In [1]:
import pandas as pd
import numpy as np
from tqdm import tqdm
from functools import reduce
import time

In [2]:
# movie path
movie_filepath = "../dataset/movie.csv"
# user path
user_filepath = "../dataset/user.csv"

In [4]:
movies = pd.read_csv(movie_filepath)
movies.shape

(93160, 7)

In [5]:
movies.head()

Unnamed: 0,类型,主演,地区,导演,特色,评分,电影名
0,剧情,徐峥|王传君|周一围|谭卓|章宇,中国大陆,文牧野,经典,8.9,我不是药神
1,剧情,冯小刚|许晴|张涵予|刘桦|李易峰,中国大陆,管虎,经典,7.8,老炮儿
2,剧情,王宝强|刘昊然|肖央|刘承羽|尚语贤,中国大陆,陈思诚,经典,6.7,唐人街探案2
3,剧情,任素汐|大力|刘帅良|裴魁山|阿如那,中国大陆,周申|刘露,经典,8.3,驴得水
4,剧情,徐峥|王宝强|李曼|李小璐|左小青,中国大陆,叶伟民,经典,7.5,人在囧途


In [6]:
users = pd.read_csv(user_filepath)

In [7]:
users.shape

(199813, 6)

In [8]:
users.head()

Unnamed: 0,评分,用户名,评论时间,用户ID,电影名,类型
0,2,身似,2018-01-05 15:05:06,1,心雨花露,爱情
1,4,有意识的贱民,2018-01-05 15:05:06,3,战争的恐怖,战争
2,2,亿万露电,2018-01-05 15:05:06,4,豪勇七蛟龙,战争
3,2,Marni,2018-01-05 15:05:06,5,无序之主,犯罪
4,4,马西嘻嘻嘻,2018-01-05 15:05:06,6,时装店风波,同性


In [9]:
# 准备电影数据
def prepare_movie_data(movies):
    names_set = set(movies['电影名'].tolist())  # 全量的电影名

    movies_list = []  # 接受电影信息的字典
    for movie_name in tqdm(names_set):
        movieinfo = movies[movies['电影名'] == movie_name]
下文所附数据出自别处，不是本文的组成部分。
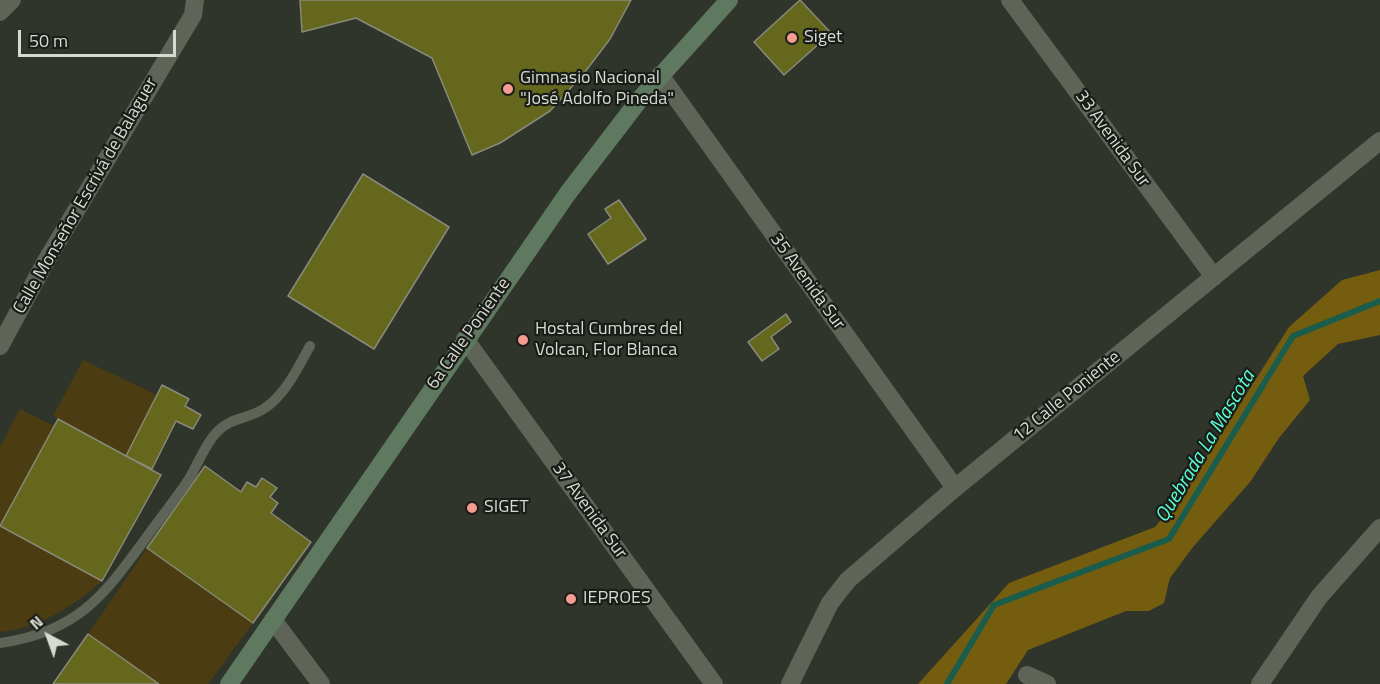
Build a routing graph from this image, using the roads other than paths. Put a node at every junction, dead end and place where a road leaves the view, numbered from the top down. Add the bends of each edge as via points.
1 (12, 0) edge
2 (729, 0) edge
3 (1010, 0) edge
4 (194, 8) edge
5 (0, 12) edge
6 (660, 75) junction
7 (1380, 141) edge
8 (1214, 277) junction
9 (465, 339) junction
10 (0, 346) edge
11 (310, 346) dead end
12 (955, 488) junction
13 (1378, 536) edge
14 (273, 620) junction
15 (0, 643) edge
16 (1027, 675) dead end
17 (229, 684) edge
18 (321, 684) edge
19 (714, 684) edge
20 (790, 684) edge
21 (1047, 684) edge
22 (1260, 684) edge

1 - 5 street
2 - 6 street, 6a Calle Poniente
3 - 8 street, 33 Avenida Sur
4 - 10 street, Calle Monseñor Escrivá de Balaguer
6 - 9 street, 6a Calle Poniente via 599,151
6 - 12 street, 35 Avenida Sur
7 - 8 street, 12 Calle Poniente
8 - 12 street, 12 Calle Poniente
9 - 14 street, 6a Calle Poniente
9 - 19 street, 37 Avenida Sur
11 - 15 lane via 281,395 264,409 227,423 215,433 188,481 108,590 88,609 54,629
12 - 20 street, 12 Calle Poniente via 848,580 831,603
13 - 22 street via 1319,597
14 - 17 street, 6a Calle Poniente
14 - 18 street
16 - 21 street

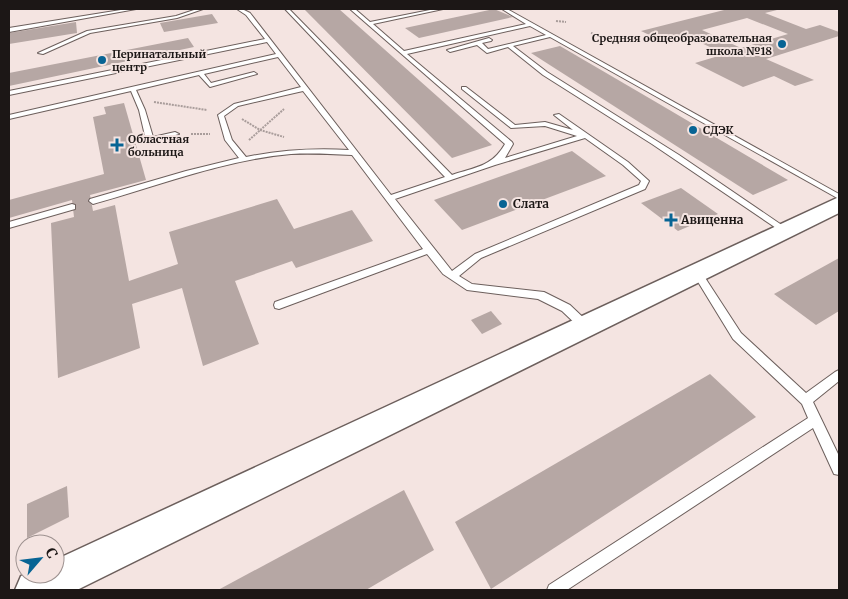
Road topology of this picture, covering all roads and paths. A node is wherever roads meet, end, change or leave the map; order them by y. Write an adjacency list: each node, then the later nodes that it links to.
1 (134, 9): 8 (lane)
2 (201, 9): 12 (lane)
3 (239, 9): 17 (lane)
4 (287, 9): 41 (lane)
5 (352, 9): 9 (lane)
6 (441, 9): 9 (lane)
7 (504, 9): 10 (lane)
8 (95, 15): 11 (lane); 12 (lane)
9 (370, 23): 21 (lane)
10 (531, 24): 14 (lane); 21 (lane)
11 (9, 30)
12 (97, 31): 22 (lane)
13 (591, 32): 16 (path)
14 (551, 35): 19 (lane); 42 (lane)
15 (509, 36): 18 (lane)
16 (603, 37)
17 (268, 40): 23 (lane); 29 (lane)
18 (478, 42): 19 (lane); 20 (lane)
19 (509, 45): 48 (lane)
20 (450, 50)
21 (403, 52): 36 (lane)
22 (42, 53)
23 (280, 55): 24 (lane); 26 (lane)
24 (200, 73): 25 (lane); 28 (lane)
25 (254, 74)
26 (306, 88): 35 (lane); 37 (path); 38 (lane)
27 (464, 88): 32 (lane)
28 (133, 89): 31 (lane); 33 (lane)
29 (9, 93)
30 (557, 115): 34 (lane)
31 (9, 117)
32 (513, 127): 34 (lane); 36 (lane)
33 (175, 134): 35 (path)
34 (584, 136): 40 (lane); 51 (lane)
35 (226, 137): 37 (lane)
36 (510, 144): 40 (lane)
37 (236, 152): 39 (lane)
38 (354, 153): 39 (lane); 43 (lane)
39 (245, 160): 44 (lane)
40 (490, 165): 41 (lane)
41 (450, 178): 43 (lane)
42 (839, 197)
43 (390, 198): 49 (lane)
44 (93, 201)
45 (839, 204): 48 (street)
46 (72, 207): 47 (lane)
47 (9, 226)
48 (785, 230): 50 (street)
49 (430, 250): 51 (lane); 52 (lane)
50 (697, 272): 53 (street); 55 (lane)
51 (452, 276): 53 (lane)
52 (279, 305)
53 (585, 326): 58 (street)
54 (839, 375): 55 (lane)
55 (806, 400): 56 (lane)
56 (815, 420): 57 (lane); 59 (lane)
57 (839, 469)
58 (35, 590)
59 (554, 590)

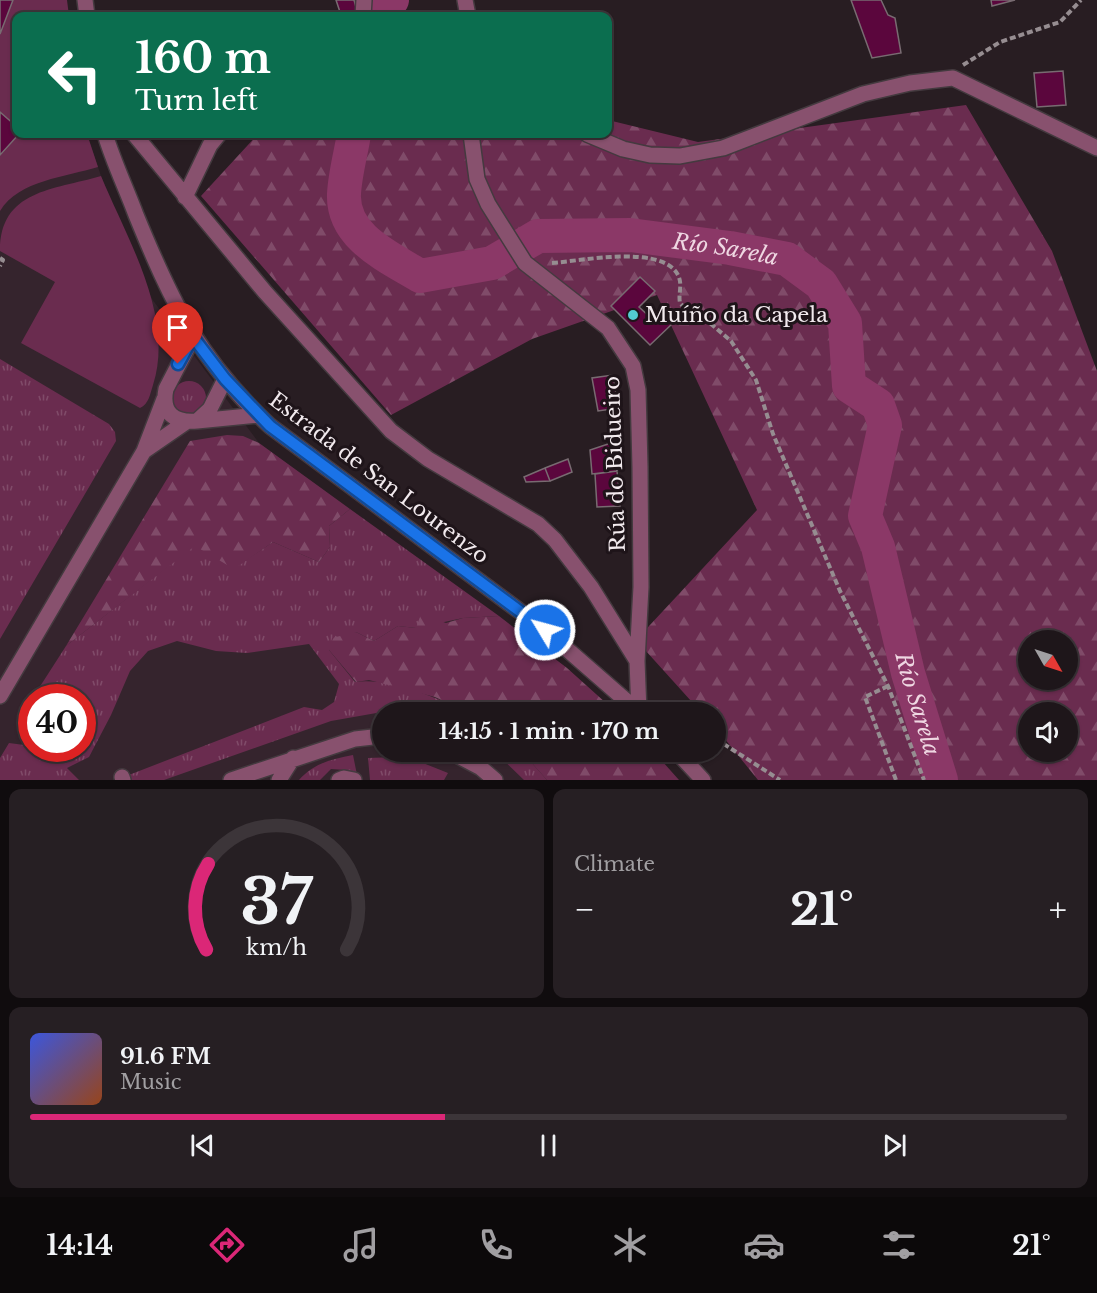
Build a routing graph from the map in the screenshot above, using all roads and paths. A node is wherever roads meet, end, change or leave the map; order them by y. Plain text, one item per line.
1 (1081, 0) edge
2 (952, 78) junction
3 (107, 138) edge
4 (137, 138) edge
5 (216, 138) edge
6 (472, 138) edge
7 (597, 138) edge
8 (1097, 148) edge
9 (185, 197) junction
10 (0, 258) edge
11 (525, 263) junction
12 (0, 266) edge
13 (193, 337) junction
14 (225, 379) junction
15 (164, 399) junction
16 (258, 415) junction
17 (192, 422) junction
18 (144, 451) junction
19 (637, 661) junction
20 (888, 686) junction
21 (0, 696) edge
22 (628, 702) edge
23 (639, 702) edge
24 (372, 737) edge
25 (726, 745) edge
26 (292, 758) junction
27 (470, 762) edge
28 (686, 762) edge
29 (231, 780) edge
30 (279, 780) edge
31 (339, 780) edge
32 (354, 780) edge
33 (495, 780) edge
34 (703, 780) edge
35 (780, 780) edge
36 (896, 780) edge
37 (924, 780) edge

1 - 2 path
2 - 7 street
2 - 8 street
3 - 13 street, Estrada de San Lourenzo
4 - 9 street
5 - 9 street
6 - 11 street
9 - 19 street
10 - 12 path
11 - 19 street, Rúa do Bidueiro
11 - 20 path
13 - 14 street, Estrada de San Lourenzo
13 - 15 street
14 - 16 street, Estrada de San Lourenzo
14 - 17 street
15 - 17 street
15 - 18 street
16 - 17 street
16 - 22 street, Estrada de San Lourenzo
17 - 18 street
18 - 21 street
19 - 23 street, Rúa do Bidueiro
20 - 36 path
20 - 37 path
24 - 26 street
25 - 35 path
26 - 29 street
26 - 30 street
27 - 33 street
28 - 34 street
31 - 32 street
        g = lambda x : movieinfo[x].iloc[0]  # 取某个列中的第一个数据
        actors = movieinfo['主演'].tolist()  # 主演的列表
        actors = reduce(lambda x, y: x + '|' + y, list(set(actors)))  # 主演列表去重再使用|进行分割
        types = movieinfo['类型'].tolist()  # 电影类型的列表
        types = reduce(lambda x, y : x + '|' + y, list(set(types)))  # 电影类型列表去重再使用|进行分割
        traits = movieinfo['特色'].tolist()  # 电影特色列表
        traits = reduce(lambda x, y : x + '|' + y, list(set(traits)))  # 特色列表去重再使用|进行分割

        movies_info = {"name": movie_name,
                       "type": types,
                       "actors": actors,
                       "region": g("地区"),
                       "director": g("导演"),
                       "traits": traits,
                       "rat": g("评分")}
        movies_list.append(movies_info)
    movies_df = pd.DataFrame(movies_list)  # 字典转换成DataFrame
    movies_df['movie_id'] = range(1, len(movies_df.index) + 1)  # 添加电影id
    movies_df.to_csv("../dataset/processed_movies.csv", index=False)
    return movies_df

In [10]:
prepare_movie_data(movies)  # 处理电影数据

100%|███████████████████████████████████████████████████████████████████████████| 23034/23034 [02:30<00:00, 152.93it/s]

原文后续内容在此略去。